There are probably many more hero–like stories of entrepreneurs overcoming thousands of rejections or overwhelming challenges than victories that you and I have accomplished. They are stories of unbelievably amazing people on never-ending journeys to enduring success, often against all odds. These stories offer universal appeal, that’s clear to me, and in quite a few cases I have high regard for these people, their journeys and their accomplishments. Yes, passion and perseverance combined with knowing where you are heading and whereto are absolutely important ingredients for a successful and satisfying career and life. But what is perseverance exactly and can it go awry? Does it have an expiration date? I think it most certainly does.One definition of perseverance is: “Steadfastness in doing something despite difficulty or delay in achieving success.” Another is: “Steady persistence in a course of action, a purpose, a state etc., especially in spite of difficulties, obstacles, or discouragement.” So that is clear, but what is not always clear is where perseverance ends and blind and harmful (and often ego-driven) persistence starts.

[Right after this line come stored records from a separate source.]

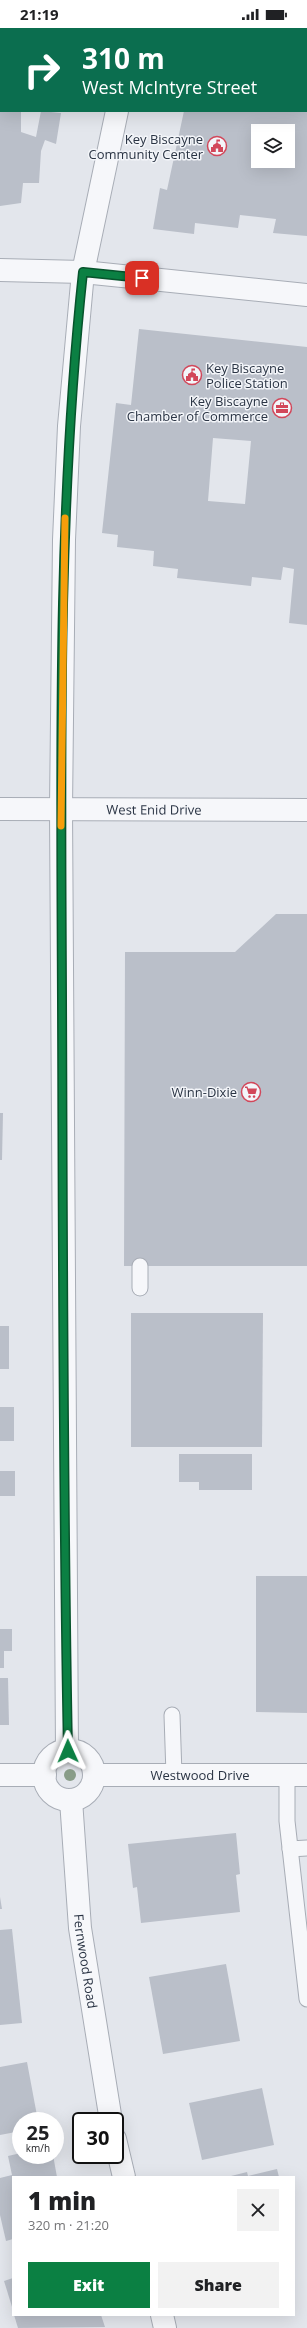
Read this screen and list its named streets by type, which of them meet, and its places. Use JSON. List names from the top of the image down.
{
  "streets": {
    "street": ["West Enid Drive", "Westwood Drive", "Fernwood Road"]
  },
  "crossings": [
    ["Westwood Drive", "Fernwood Road"]
  ],
  "places": {
    "public building": ["Key Biscayne Community Center", "Key Biscayne Police Station"],
    "office": ["Key Biscayne Chamber of Commerce"],
    "supermarket": ["Winn-Dixie"]
  },
  "page": {
    "status": "21:19",
    "turn": ["310 m", "West McIntyre Street"],
    "speed": "25 km/h",
    "limit": "30",
    "heading": ["1 min", "320 m · 21:20"],
    "buttons": ["Exit", "Share"]
  }
}
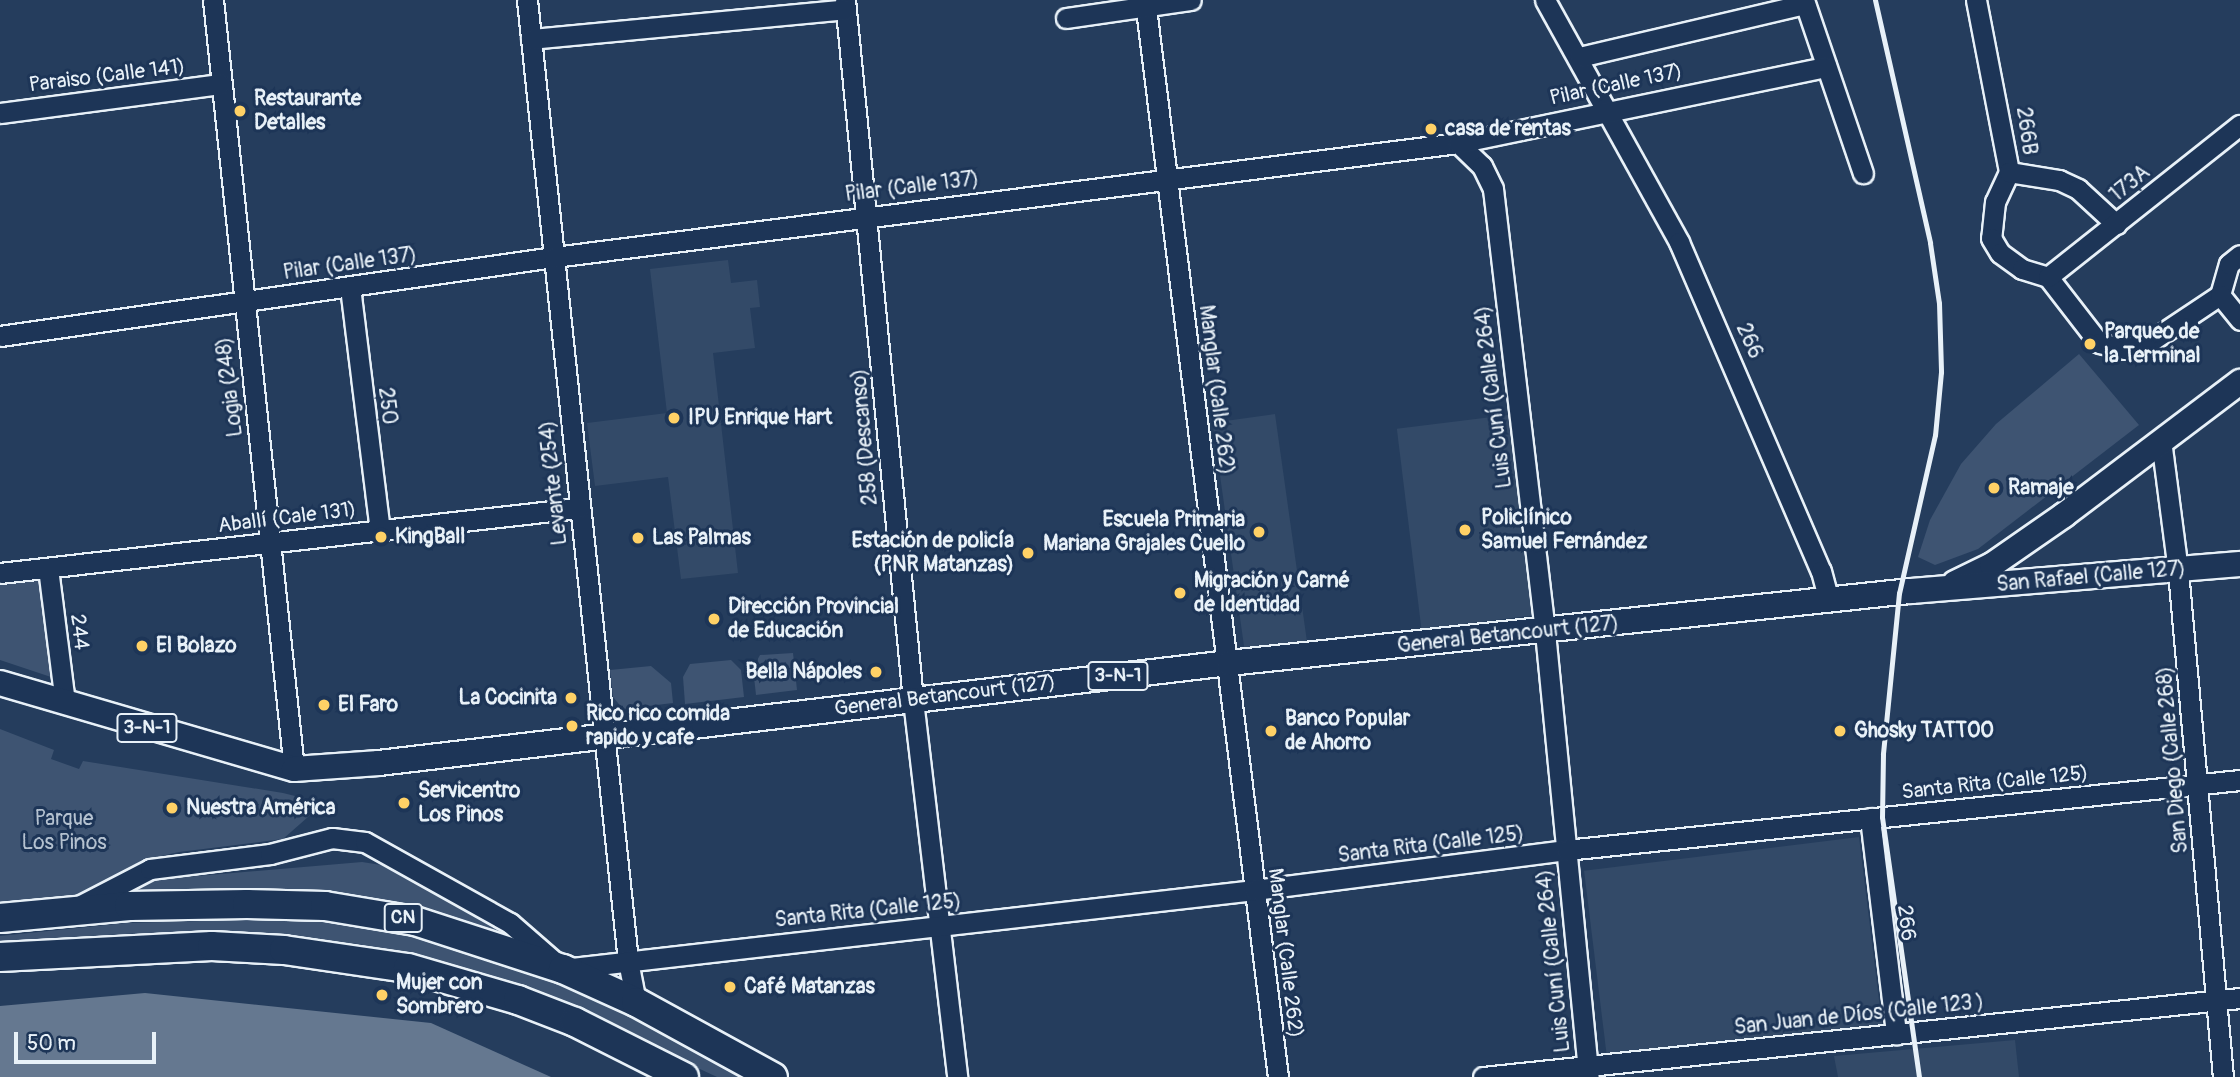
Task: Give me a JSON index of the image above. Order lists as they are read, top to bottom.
{
  "streets": {
    "highway": ["CN"],
    "main road": ["San Rafael (Calle 127)", "General Betancourt (127)", "3-N-1"],
    "street": [
      "Paraiso (Calle 141)",
      "Pilar (Calle 137)",
      "266B",
      "173A",
      "266",
      "Logia (248)",
      "Manglar (Calle 262)",
      "Luis Cuní (Calle 264)",
      "250",
      "258 (Descanso)",
      "Levante (254)",
      "Aballí (Cale 131)",
      "244",
      "San Diego (Calle 268)",
      "Santa Rita (Calle 125)",
      "San Juan de Díos (Calle 123 )"
    ]
  },
  "crossings": [
    ["Paraiso (Calle 141)", "Logia (248)"],
    ["Pilar (Calle 137)", "266"],
    ["Pilar (Calle 137)", "Logia (248)"],
    ["Pilar (Calle 137)", "Manglar (Calle 262)"],
    ["Pilar (Calle 137)", "Luis Cuní (Calle 264)"],
    ["Pilar (Calle 137)", "250"],
    ["Pilar (Calle 137)", "258 (Descanso)"],
    ["Pilar (Calle 137)", "Levante (254)"],
    ["266B", "173A"],
    ["266", "General Betancourt (127)"],
    ["266", "Santa Rita (Calle 125)"],
    ["266", "San Juan de Díos (Calle 123 )"],
    ["Logia (248)", "Aballí (Cale 131)"],
    ["Logia (248)", "General Betancourt (127)"],
    ["Manglar (Calle 262)", "General Betancourt (127)"],
    ["Manglar (Calle 262)", "Santa Rita (Calle 125)"],
    ["Luis Cuní (Calle 264)", "General Betancourt (127)"],
    ["Luis Cuní (Calle 264)", "Santa Rita (Calle 125)"],
    ["Luis Cuní (Calle 264)", "San Juan de Díos (Calle 123 )"],
    ["250", "Aballí (Cale 131)"],
    ["258 (Descanso)", "General Betancourt (127)"],
    ["258 (Descanso)", "Santa Rita (Calle 125)"],
    ["Levante (254)", "Aballí (Cale 131)"],
    ["Levante (254)", "General Betancourt (127)"],
    ["Levante (254)", "Santa Rita (Calle 125)"],
    ["Levante (254)", "CN"],
    ["Aballí (Cale 131)", "244"],
    ["San Rafael (Calle 127)", "General Betancourt (127)"],
    ["San Rafael (Calle 127)", "3-N-1"],
    ["San Rafael (Calle 127)", "San Diego (Calle 268)"],
    ["244", "General Betancourt (127)"],
    ["General Betancourt (127)", "3-N-1"],
    ["3-N-1", "San Diego (Calle 268)"],
    ["San Diego (Calle 268)", "Santa Rita (Calle 125)"],
    ["San Diego (Calle 268)", "San Juan de Díos (Calle 123 )"],
    ["Santa Rita (Calle 125)", "CN"]
  ],
  "parks": ["Parque Los Pinos"],
  "places": [
    "Restaurante Detalles",
    "casa de rentas",
    "Parqueo de la Terminal",
    "IPU Enrique Hart",
    "Ramaje",
    "Policlínico Samuel Fernández",
    "Escuela Primaria Mariana Grajales Cuello",
    "KingBall",
    "Las Palmas",
    "Estación de policía (PNR Matanzas)",
    "Migración y Carné de Identidad",
    "Dirección Provincial de Educación",
    "El Bolazo",
    "Bella Nápoles",
    "La Cocinita",
    "El Faro",
    "Rico rico comida rapido y cafe",
    "Banco Popular de Ahorro",
    "Ghosky TATTOO",
    "Servicentro Los Pinos",
    "Nuestra América",
    "Café Matanzas",
    "Mujer con Sombrero"
  ],
  "scale_bar": "50 m"
}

How many times have you seen others (or yourself) hold on to a dream too hard and too long? Still pursuing a project that has already taken far too much time and money? How often do you see the ego rather than the head drive the agenda? Can you capitulate, or walk away from something important? This doesn’t exactly sound like an attractive course of action, I know. But retreating does not necessarily mean giving up or lacking perseverance. It might be the smartest thing to do, even saving valuable human and capital resources that prevent the company from suffering due to someone’s inability or unwillingness to retreat. This, of course, is contradictory to what many leadership theories and gurus keep telling us. Just think about slogans such as “Winners never quit and quitters never win”. And sure, the psychological and emotional costs of retreat can be severe, like a bruised self-confidence to mention just one cost. And yes, it can damage your image and your career opportunities. But more often than not it is appreciated if you know when to amend previously held beliefs and if you know how to make mid-term corrections rather than causing mayhem. Walking away does not necessarily mean giving up. It’s about keeping your focus on your strategy and on reality. A focus that sometimes tells you to withdraw and maybe return later, or differently. Perseverance is not the same as continuing, pushing on, forcing your way through impossible obstacles. Perseverance includes having the capacity and demonstrating the courage to remain vigilant and execute the capacity to retreat, rethink, redesign, and return.In conclusion, as regular readers of this blog know, I too list perseverance as a highly desirable characteristic in life and business. I do, however, also want to warn you for blind persistence, for taking it so many steps too far. As Daniel Ofman taught us, too much of a core quality or a blind version of it, turns sour. It turns from quality to pitfall, from asset to show-stopper. Let’s not let that happen.